読まない壁は、一文の仕事を「次の一文を読ませること」に絞って崩す。信じない壁は、主張のとなりに「外から検証できる証拠」を置いて崩す。行動しない壁は、「今すぐ何をするか」を一つ明言し、「今やる理由」を添えて崩す。1枚ずつ、効く道具が違う。
ひとつずつ、もう少し見てみる。
読まない壁。読者は、最初の一文しか読んでいない。だから一文の仕事は、中身を伝えることじゃない。「次の一文を読ませること」だ。
ヘッドで好奇心か危機感を掴み、「その理由は——」「ただ、一つ問題がある」で、視線を次の行へ滑らせ続ける。続きが気になると、人の脳は止まれない。
信じない壁。読者は「どうせ盛ってる」と疑っている。お客様の声が効かないのは、いくらでも作れると、読者のほうも知っているからだ。
効くのは、本人が外から確かめられる証拠だ。

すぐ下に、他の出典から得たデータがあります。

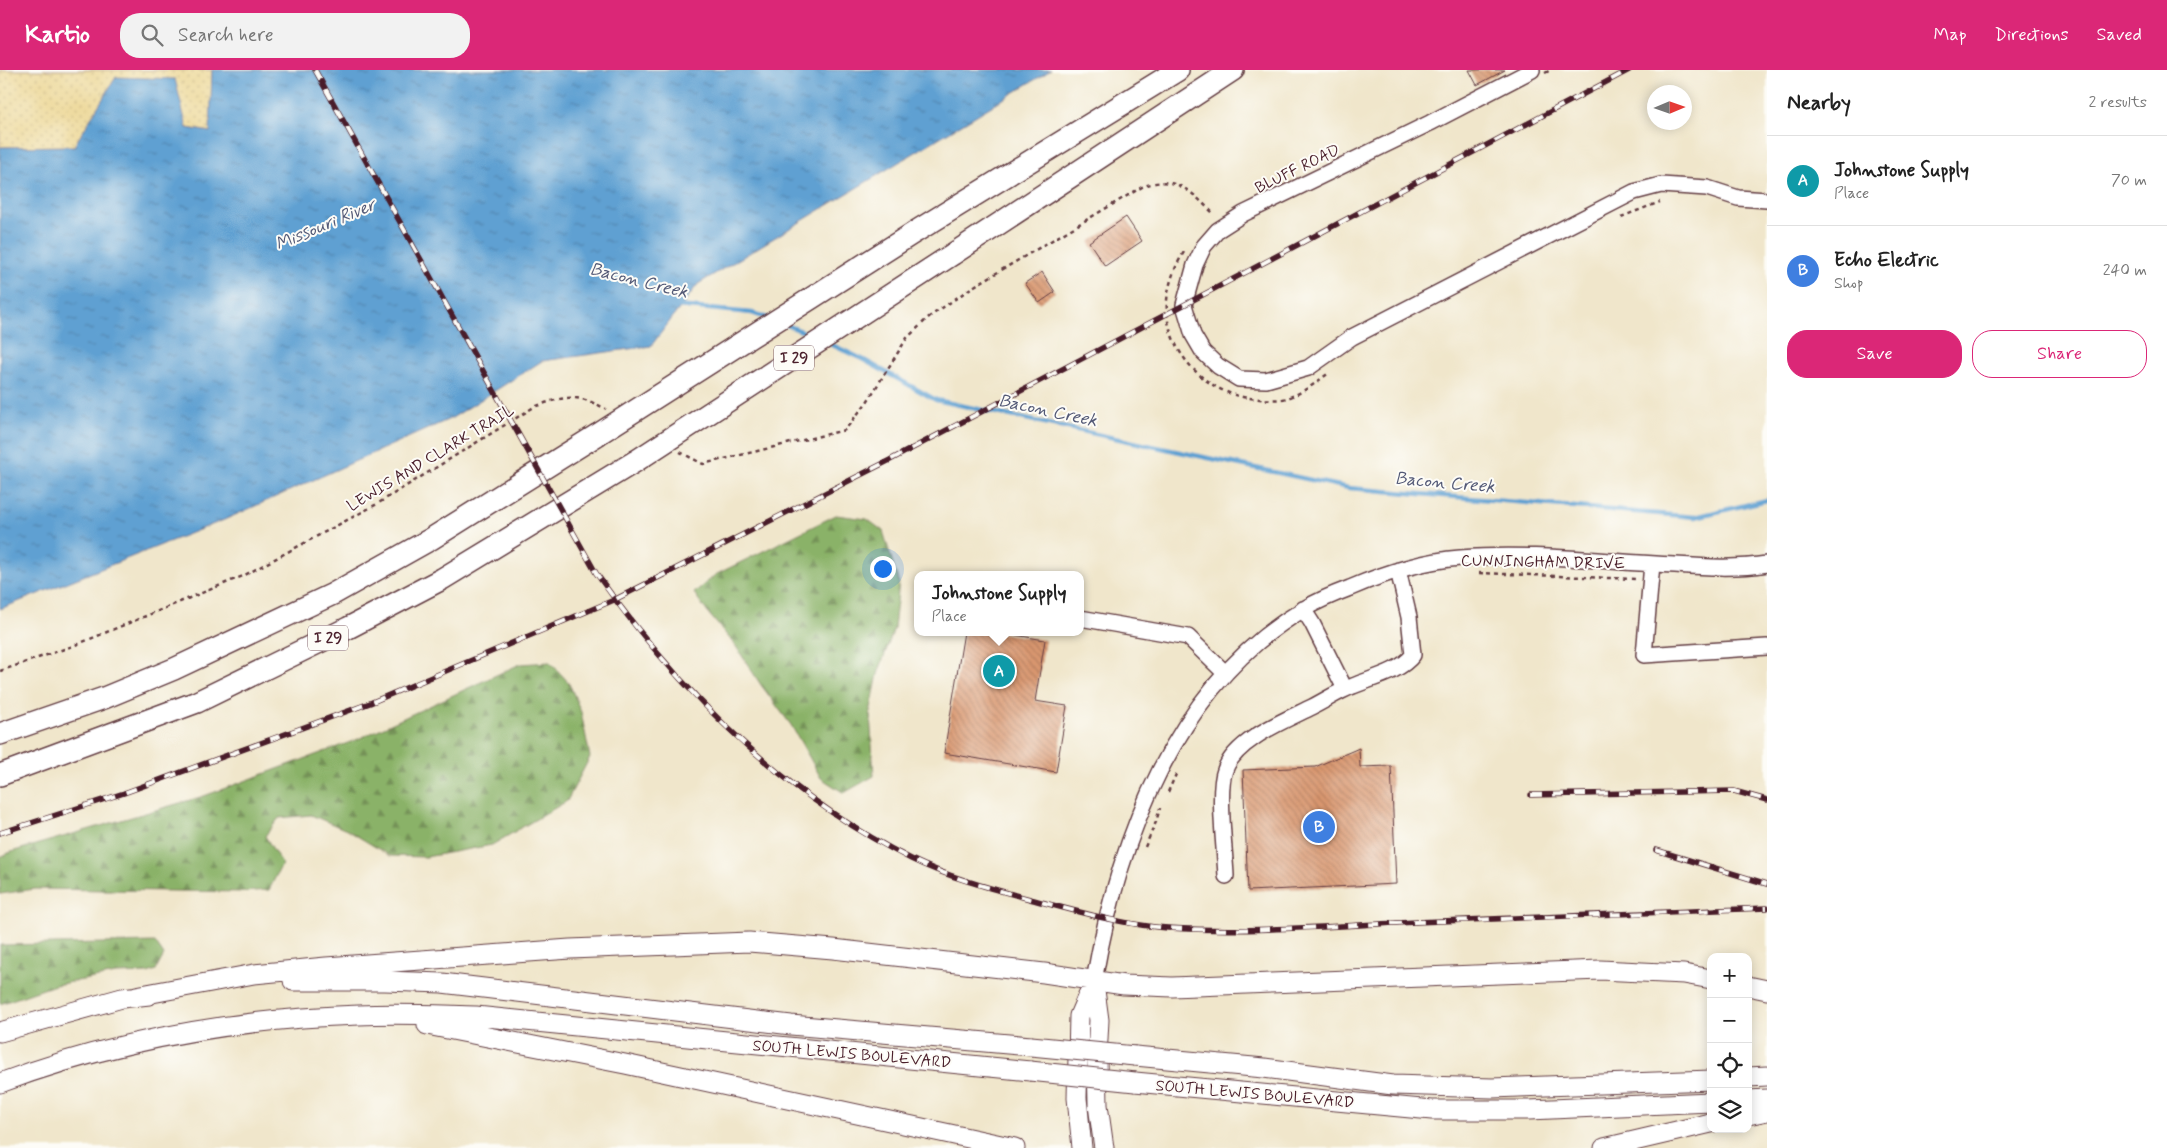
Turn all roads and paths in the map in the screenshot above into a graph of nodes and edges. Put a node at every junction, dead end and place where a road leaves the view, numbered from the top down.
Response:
1 (1178, 70) edge
2 (1233, 70) edge
3 (1532, 70) edge
4 (1767, 200) edge
5 (1214, 214) dead end
6 (608, 411) dead end
7 (677, 450) dead end
8 (1767, 564) edge
9 (1398, 570) junction
10 (1651, 572) junction
11 (1476, 573) dead end
12 (1303, 610) junction
13 (1084, 619) edge
14 (1767, 647) edge
15 (0, 671) edge
16 (1226, 673) junction
17 (1345, 689) junction
18 (0, 734) edge
19 (1181, 764) dead end
20 (0, 775) edge
21 (1165, 798) dead end
22 (1160, 807) dead end
23 (1143, 851) dead end
24 (1226, 876) dead end
25 (1707, 977) edge
26 (1094, 981) junction
27 (1752, 987) edge
28 (1767, 990) edge
29 (136, 996) junction
30 (359, 1015) junction
31 (0, 1032) edge
32 (1767, 1076) edge
33 (1752, 1077) edge
34 (1707, 1080) edge
35 (0, 1083) edge
36 (1767, 1099) edge
37 (1752, 1100) edge
38 (1707, 1102) edge
39 (1767, 1111) edge
40 (1752, 1114) edge
41 (1707, 1124) edge
42 (1103, 1147) edge
43 (1015, 1148) edge
44 (1082, 1148) edge
45 (1604, 1148) edge

1 - 18 highway, I 29, bridge
2 - 20 highway, I 29, bridge
3 - 4 street, BLUFF ROAD
5 - 7 path
6 - 15 path, LEWIS AND CLARK TRAIL
8 - 10 street, CUNNINGHAM DRIVE
9 - 10 street, CUNNINGHAM DRIVE
9 - 12 street, CUNNINGHAM DRIVE
9 - 17 street
10 - 11 path
10 - 14 street
12 - 16 street, CUNNINGHAM DRIVE
12 - 17 street
13 - 16 street
16 - 26 street, CUNNINGHAM DRIVE
17 - 24 street
19 - 21 path
22 - 23 path
25 - 26 main road
26 - 29 main road
26 - 42 main road, CUNNINGHAM DRIVE
26 - 44 main road
27 - 28 main road
29 - 31 main road, SOUTH LEWIS BOULEVARD
29 - 34 main road, SOUTH LEWIS BOULEVARD, bridge
30 - 35 main road, SOUTH LEWIS BOULEVARD
30 - 38 main road, SOUTH LEWIS BOULEVARD, bridge
30 - 43 main road
32 - 33 main road
36 - 37 main road
39 - 40 main road
41 - 45 main road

公的な数字、出典のついた引用。主張を投げたら、すぐ隣に検証できる証拠を置く。その往復で、胡散臭さは一つずつ消えていく。
行動しない壁。「いい話だった」と思って閉じたページを、君はいくつ覚えている。人は、何をすればいいか分からないと動かない。
だから「今すぐ、これを」と一つだけ明言する。そこに「なぜ今なのか」——期限、残り、動かないままの損——を添える。得を並べても人は動かないが、損は人を動かす。
書き方そのものは、AIでもいくらでも出せる。複製できないのは、この並びに辿り着くまでの、一行ずつの時間のほうだ。
よくある不安
Q. 3つ全部、いっぺんにやらないとダメ?
いや、1枚でいい。まず読まない壁——書いた一文の終わりに、次を読ませる一言を足す。それだけで、最初のドミノは倒れる。信じない壁と行動しない壁は、そのあとで1枚ずつ足していけばいい。
Q. テクニックは、もう学ばなくていい?
むしろ学んだほうがいい。今日渡した3つも、れっきとした技術だ。ただ、同じ手順でも、どの数字を選ぶか、どの場面で例えるかで、文章の温度は変わる。技術は土台で、温度はその上に乗る。
じゃあ、最後に一つ。君がいちばん最初に崩しにいくのは、3枚のうちどの壁だ。
読まない壁からなら、書いた一文の終わりに、「その続きを読ませる」ための一言を足してみる。たった一文でいい。最初のドミノは、そこで倒れる。
その一文が書けた時、3つの壁はもう、内側から崩れ始めている。